Whole Genome Sequencing (WGS) provides a complete readout of an individual’s DNA, covering both coding (exons) and non-coding regions. This data is crucial for identifying genetic variants (SNPs, indels, structural variants) associated with ALS.

WGS allows scientists to:

• Identify both common and rare genetic variants across the entire genome

• Detect mutations that may contribute to disease risk, progression, or treatment response

• Explore structural variants (e.g., insertions, deletions, duplications) that may not be visible through targeted sequencing approaches.

WGS provides the most complete view of genetic variation, enabling deeper insights into complex diseases like ALS.

Epigenomics involves the study of chemical modifications to DNA and histone proteins that influence gene activity without altering the DNA sequence. These modifications include DNA methylation, histone modification, and chromatin structure.

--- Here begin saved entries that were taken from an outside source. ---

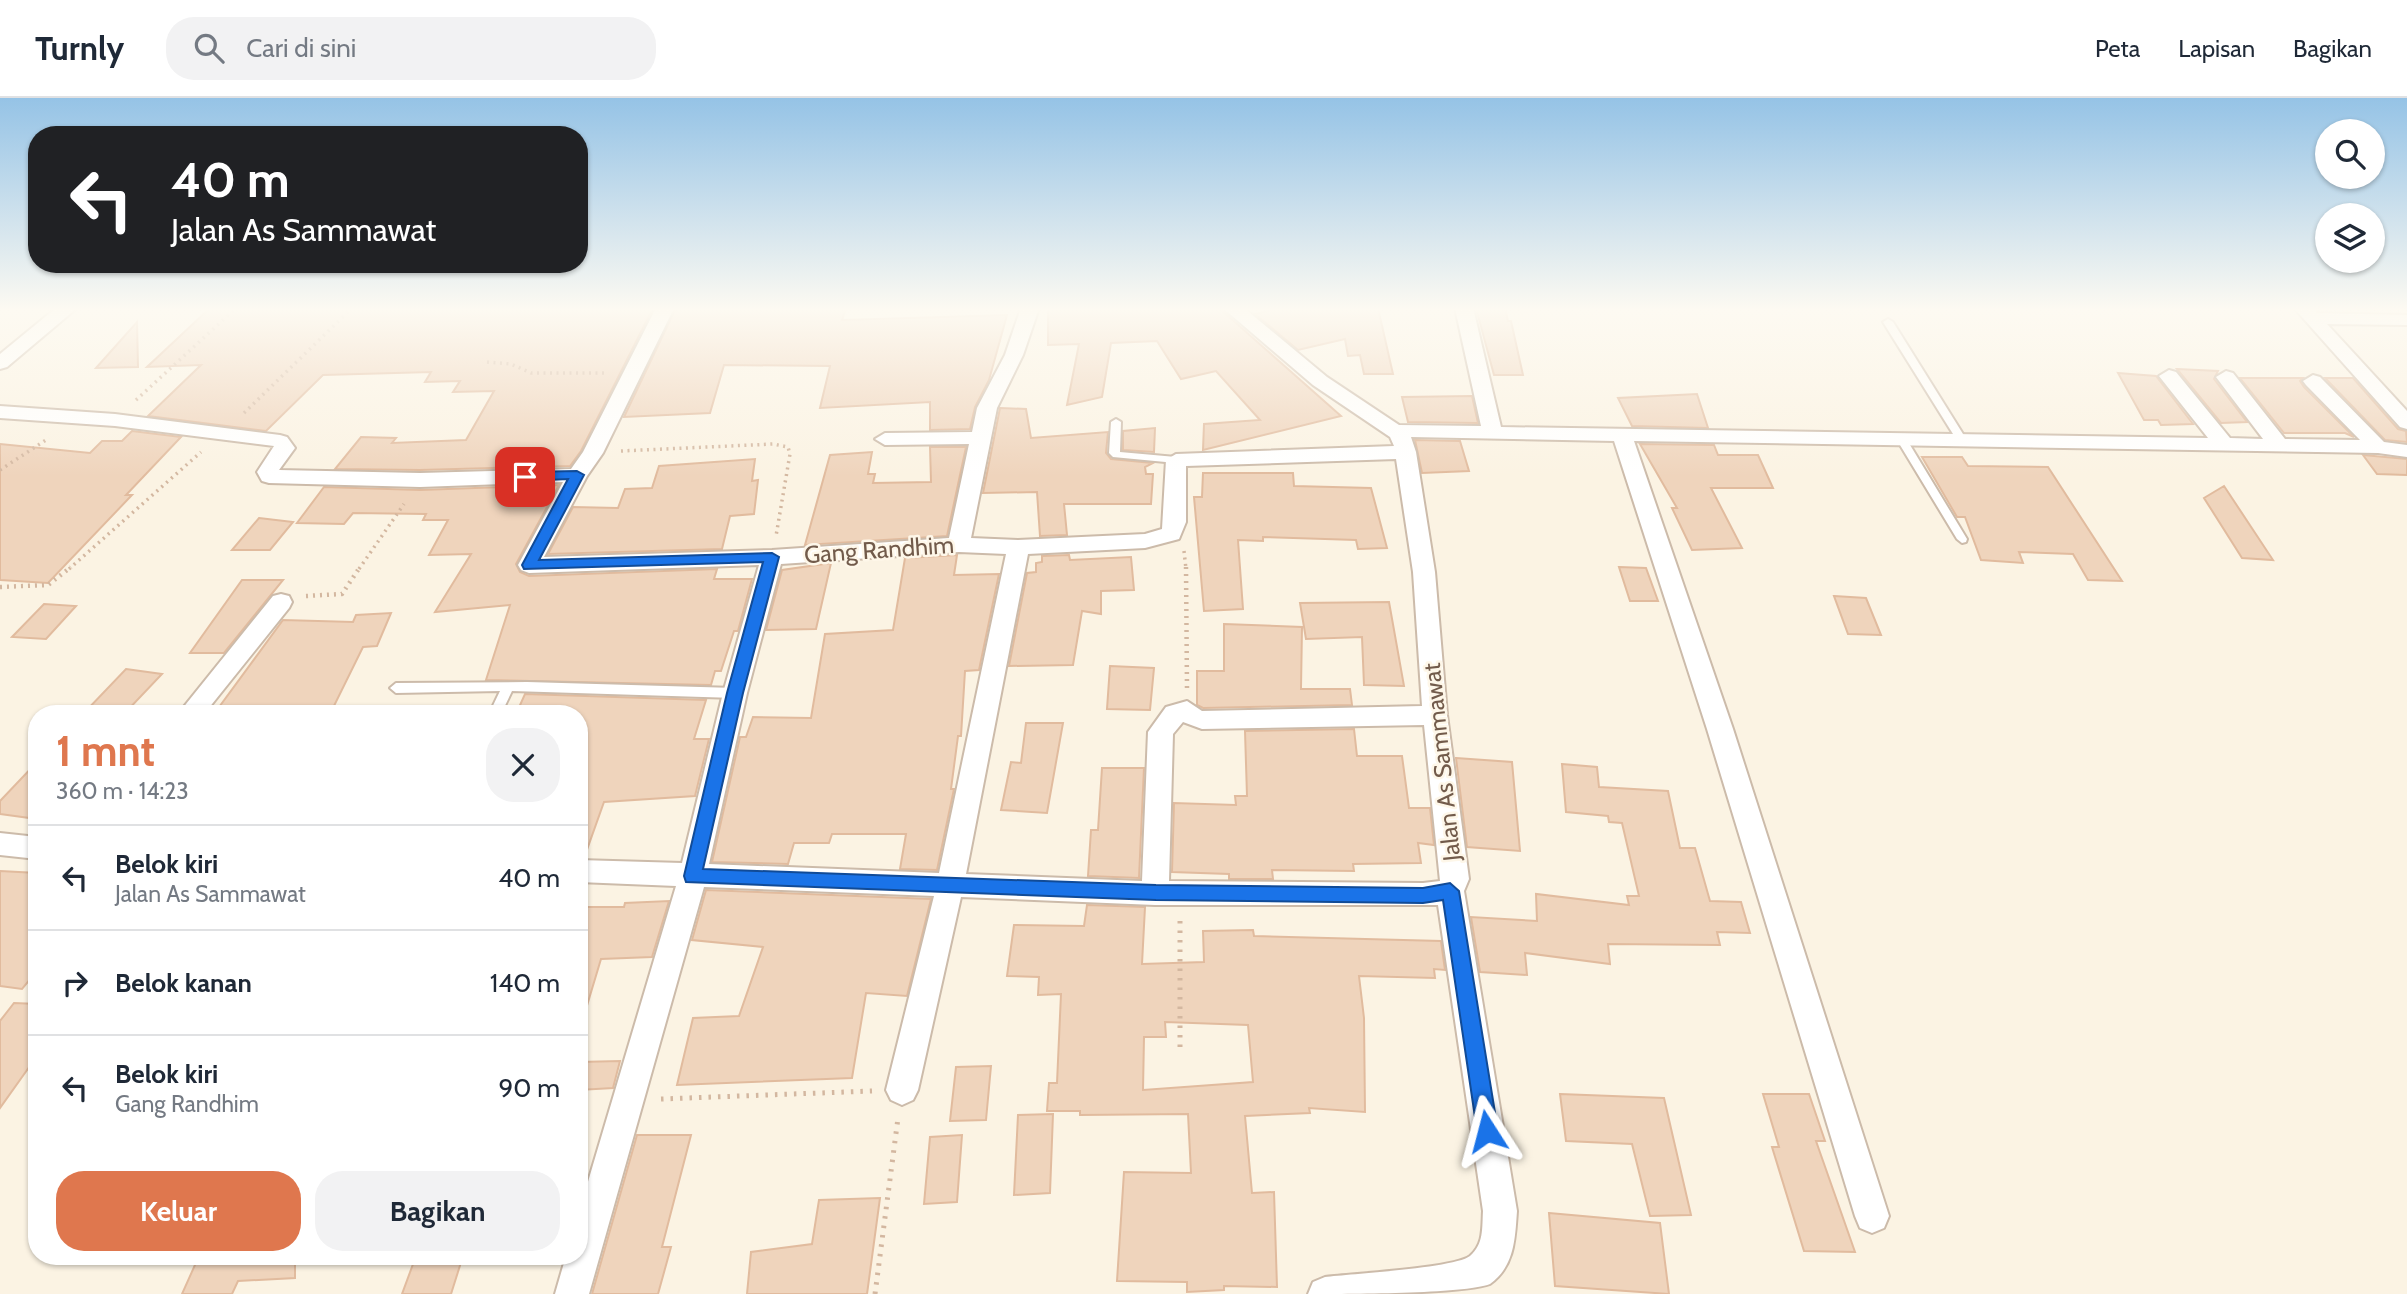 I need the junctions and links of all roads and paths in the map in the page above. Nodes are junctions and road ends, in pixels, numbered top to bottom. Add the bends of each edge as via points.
1 (176, 364) edge
2 (509, 364) edge
3 (637, 364) edge
4 (1010, 364) edge
5 (1297, 364) edge
6 (1477, 364) edge
7 (1914, 364) edge
8 (2353, 364) edge
9 (632, 374) junction
10 (2169, 376) dead end
11 (2226, 377) dead end
12 (2313, 381) dead end
13 (0, 412) edge
14 (82, 416) junction
15 (115, 420) junction
16 (1116, 422) dead end
17 (2407, 423) edge
18 (1493, 433) junction
19 (1622, 434) junction
20 (2219, 438) junction
21 (2274, 438) junction
22 (885, 439) dead end
23 (980, 439) junction
24 (1902, 440) junction
25 (1400, 442) junction
26 (1963, 442) junction
27 (2378, 447) junction
28 (2407, 451) edge
29 (593, 453) junction
30 (1176, 460) junction
31 (0, 470) edge
32 (577, 475) junction
33 (420, 480) junction
34 (1171, 534) junction
35 (1962, 539) dead end
36 (959, 545) junction
37 (1018, 547) junction
38 (772, 557) junction
39 (0, 587) edge
40 (31, 587) dead end
41 (281, 602) joint
42 (508, 687) junction
43 (396, 688) dead end
44 (735, 693) junction
45 (197, 705) edge
46 (499, 705) edge
47 (1187, 710) junction
48 (1435, 715) junction
49 (0, 844) edge
50 (28, 847) edge
51 (588, 871) edge
52 (693, 876) junction
53 (950, 886) junction
54 (1450, 891) junction
55 (1156, 893) junction
56 (1181, 915) dead end
57 (1180, 1054) dead end
58 (902, 1090) junction
59 (631, 1100) junction
60 (1872, 1216) dead end
61 (588, 1241) edge
62 (581, 1265) edge
63 (572, 1294) edge
64 (874, 1294) edge
65 (1325, 1294) edge

1 - 15 path
2 - 9 path via 531,373
3 - 9 street, Gang Randhim
4 - 23 street via 987,408
5 - 25 street
6 - 18 street
7 - 26 lane
8 - 17 street
9 - 29 street, Gang Randhim
10 - 20 street
11 - 21 street
12 - 27 street
13 - 14 street
14 - 15 street
14 - 31 path
15 - 33 street via 280,441 285,448 267,472 269,476
16 - 30 lane via 1114,453
18 - 19 street
18 - 25 street
19 - 24 street
19 - 60 street via 1720,729
20 - 21 street
20 - 26 street
21 - 27 street
22 - 23 street
23 - 36 street
24 - 26 street
24 - 35 lane
25 - 30 street
25 - 48 street, Jalan As Sammawat via 1423,572
27 - 28 street
29 - 32 street, Gang Randhim
29 - 38 path via 788,447
30 - 34 street
32 - 33 street
32 - 38 street, Gang Randhim via 529,565
33 - 41 path via 342,594
34 - 37 street, Gang Randhim via 1145,541
34 - 47 path via 1181,544 1186,562
36 - 37 street, Gang Randhim
36 - 38 street, Gang Randhim
37 - 53 street
38 - 44 street
39 - 40 path
41 - 45 street
42 - 43 lane
42 - 44 lane
42 - 46 lane
44 - 52 street
47 - 48 street via 1202,720
47 - 55 street via 1175,714 1161,733
48 - 54 street, Jalan As Sammawat via 1455,879
49 - 50 street
51 - 52 street, Jalan As Sammawat
52 - 53 street, Jalan As Sammawat
52 - 59 street
53 - 55 street, Jalan As Sammawat
53 - 58 street
54 - 55 street, Jalan As Sammawat via 1423,895
54 - 65 street via 1500,1211 1498,1248 1478,1272
56 - 57 path
58 - 59 path
58 - 64 path
59 - 61 street
62 - 63 street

In ALS research, epigenomic studies help:

• Identify regulatory changes that may underlie altered gene expression patterns,

• Understand how environmental or age-related factors might contribute to disease onset and progression,

• Reveal disease-specific epigenetic markers or mechanisms of neuronal vulnerability.

By mapping genome-wide epigenetic landscapes, researchers can better interpret how gene expression is regulated in ALS-affected tissues.

Transcriptomics, typically measured via RNA sequencing (RNA-seq), is the study of all RNA molecules produced from active genes in a cell or tissue. It reflects the dynamic state of gene expression at a specific time or condition.

In ALS research, transcriptomics helps researchers:

• Measure changes in gene activity across different stages of disease or tissue types,

• Identify abnormal splicing, transcript variants, or non-coding RNAs involved in pathogenesis,

• Understand cell-specific gene expression profiles using bulk or single-cell RNA-seq.

By revealing how gene regulation is altered in disease, transcriptomics contributes to identifying disrupted biological pathways and potential therapeutic targets.

Proteomics is the large-scale study of all proteins expressed in a cell, tissue, or organism. Proteins carry out most biological functions and often reflect more immediate physiological states than genes or transcripts.

In ALS research, proteomics enables scientists to:

• Quantify protein abundance and post-translational modifications in tissues or fluids like CSF and plasma,

• Identify disease-specific biomarkers (e.g., neurofilaments, TDP-43 pathology),

• Investigate altered cellular processes such as protein aggregation, inflammation, or metabolic dysfunction.

Proteomics complements genomics and transcriptomics by providing insight into the functional outcomes of molecular changes.

Neuroimaging includes a variety of non-invasive techniques used to visualise the structure and function of the brain and spinal cord. Common types used in ALS include structural MRI, diffusion tensor imaging (DTI), and resting-state functional MRI (rs-fMRI).

In ALS research, neuroimaging can:

• Detect brain atrophy, particularly in motor and prefrontal regions (via structural MRI),

• Assess white matter damage and disrupted neural pathways (using DTI),

• Measure functional connectivity changes in resting brain networks (with rs-fMRI).

These imaging tools help track disease progression, identify early biomarkers, and support diagnosis and patient stratification.

Clinical Data captures detailed information about a patient’s health status, disease progression, medical history, and treatment responses. In ALS research, this data is essential for linking biological signals to real-world symptoms and outcomes.

Clinical data allows scientists to:

• Track progression metrics such as ALS Functional Rating Scale (ALSFRS-R), forced vital capacity (FVC), and survival outcomes

• Correlate genomic and molecular findings with patient phenotypes and disease subtypes

• Identify potential biomarkers linked to clinical features, treatment response, or disease trajectory

Clinical data provides vital context for interpreting multi-omics analyses and is key to developing meaningful, patient-centred ALS therapies.